# Cougars may be coming soon!!!!



## The mtn man (Dec 13, 2015)

http://newschannel9.com/sports/outd...-cougar-encounters-dna-tests-confirm-a-female


----------



## NCHillbilly (Dec 14, 2015)

Finding a female is significant. 99.9% of cougars confirmed outside their usual range are roaming young males. The female is a gamechanger. Or at least it was, until some trigger-happy idiot went and shot it just because he saw it.


----------



## model88_308 (Dec 21, 2015)

I've been following these stories for a while. Both counties mentioned are close to where I live. Interesting stuff.


----------



## j_seph (Dec 21, 2015)

NCHillbilly said:


> Finding a female is significant. 99.9% of cougars confirmed outside their usual range are roaming young males. The female is a gamechanger. Or at least it was, until some trigger-happy idiot went and shot it just because he saw it.

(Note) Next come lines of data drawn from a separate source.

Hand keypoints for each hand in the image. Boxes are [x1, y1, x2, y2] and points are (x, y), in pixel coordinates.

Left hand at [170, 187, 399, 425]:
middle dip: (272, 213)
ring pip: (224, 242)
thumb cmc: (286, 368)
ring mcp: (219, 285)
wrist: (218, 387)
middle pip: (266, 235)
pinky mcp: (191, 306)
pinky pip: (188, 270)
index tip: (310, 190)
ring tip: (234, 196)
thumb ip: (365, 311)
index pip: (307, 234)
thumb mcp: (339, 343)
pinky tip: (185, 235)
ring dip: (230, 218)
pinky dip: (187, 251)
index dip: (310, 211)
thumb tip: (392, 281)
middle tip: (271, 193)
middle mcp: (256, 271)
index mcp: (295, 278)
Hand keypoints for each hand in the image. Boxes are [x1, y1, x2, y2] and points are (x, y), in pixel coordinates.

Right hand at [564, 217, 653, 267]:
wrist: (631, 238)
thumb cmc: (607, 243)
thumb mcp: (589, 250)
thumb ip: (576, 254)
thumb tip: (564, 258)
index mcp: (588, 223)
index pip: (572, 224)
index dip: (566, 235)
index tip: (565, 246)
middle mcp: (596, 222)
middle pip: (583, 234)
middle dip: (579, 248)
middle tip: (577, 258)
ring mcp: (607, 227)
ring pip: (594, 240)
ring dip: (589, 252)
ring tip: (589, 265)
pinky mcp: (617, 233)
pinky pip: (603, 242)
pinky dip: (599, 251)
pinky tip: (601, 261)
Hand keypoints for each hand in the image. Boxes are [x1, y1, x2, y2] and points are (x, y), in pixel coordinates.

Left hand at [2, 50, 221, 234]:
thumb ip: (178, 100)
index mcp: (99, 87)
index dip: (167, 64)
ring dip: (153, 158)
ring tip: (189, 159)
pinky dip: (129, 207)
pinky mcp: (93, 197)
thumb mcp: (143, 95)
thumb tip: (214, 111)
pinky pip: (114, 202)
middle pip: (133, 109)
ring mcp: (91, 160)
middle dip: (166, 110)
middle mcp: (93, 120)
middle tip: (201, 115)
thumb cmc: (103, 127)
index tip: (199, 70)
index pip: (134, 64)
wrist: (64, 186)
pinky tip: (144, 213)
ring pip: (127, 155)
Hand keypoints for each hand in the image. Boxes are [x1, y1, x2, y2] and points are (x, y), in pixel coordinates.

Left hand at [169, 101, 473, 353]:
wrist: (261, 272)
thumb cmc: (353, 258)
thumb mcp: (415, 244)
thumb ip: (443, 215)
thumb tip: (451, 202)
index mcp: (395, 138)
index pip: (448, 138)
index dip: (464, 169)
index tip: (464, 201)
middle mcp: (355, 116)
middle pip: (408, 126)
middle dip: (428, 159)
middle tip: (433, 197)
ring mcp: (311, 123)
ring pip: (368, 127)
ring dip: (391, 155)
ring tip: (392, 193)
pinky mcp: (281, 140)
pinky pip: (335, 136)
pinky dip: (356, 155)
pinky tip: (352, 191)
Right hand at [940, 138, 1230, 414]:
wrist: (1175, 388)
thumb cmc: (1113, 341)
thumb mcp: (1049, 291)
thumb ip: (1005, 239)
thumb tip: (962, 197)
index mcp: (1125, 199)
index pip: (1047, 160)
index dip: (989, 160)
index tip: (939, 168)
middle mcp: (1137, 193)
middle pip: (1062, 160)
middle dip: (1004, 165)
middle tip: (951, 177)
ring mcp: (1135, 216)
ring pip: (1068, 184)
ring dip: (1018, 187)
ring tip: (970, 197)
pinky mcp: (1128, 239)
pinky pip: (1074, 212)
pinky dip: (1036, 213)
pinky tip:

Wonder what or if anything was done to the honest hunter who turned himself in for shooting a cougar?


----------



## bronco611 (Dec 21, 2015)

They will probably crucify him like they did the other fellow who shot one a few years back and had his picture published with the cat. Funny how they fine and punish people for killing a cat that they will not admit to having any in the state because of the cost of it being an endangered or protected species ? Go figure?


----------



## NCHillbilly (Dec 21, 2015)

bronco611 said:


> They will probably crucify him like they did the other fellow who shot one a few years back and had his picture published with the cat. Funny how they fine and punish people for killing a cat that they will not admit to having any in the state because of the cost of it being an endangered or protected species ? Go figure?



People have a hard time understanding this: Georgia does not have a breeding population of cougars. An occasional dispersing male may very well wander through the state, but that doesn't mean that Georgia "has cougars." The biologists do not say that there will never be a cougar in the state, what they're saying there is that there is no permanent population; which is absolutely correct. The cougar you are talking about was a young roaming male from Florida, just like 99% of cougars found outside their normal range. Young male cougars often roam for hundreds of miles. There is a big difference between a cougar traveling through and a breeding population of them. Females are what indicates a breeding population. There have been none found on Georgia so far. 

The reason the guy was fined and punished was because he killed a protected species. The Florida panther is endangered, even if it walks to Georgia. If a whooping crane flew from Nebraska and landed in your yard; and you shot it and posed for a pic, you would be fined and "crucified." There is no reason for someone to shoot a panther just because they see one.


----------



## cowhornedspike (Dec 21, 2015)

If I see a black one can I shoot it?


----------



## The mtn man (Dec 21, 2015)

cowhornedspike said:


> If I see a black one can I shoot it?



Yes, the answer is yes!


----------



## donald-f (Dec 22, 2015)

If I shoot one I will have self made scratches all over my body and tell GW I shot it in self defense.


----------



## ryanh487 (Dec 22, 2015)

This guy won't be prosecuted because the DNA test showed it came from South Dakota, where cougars are not protected. 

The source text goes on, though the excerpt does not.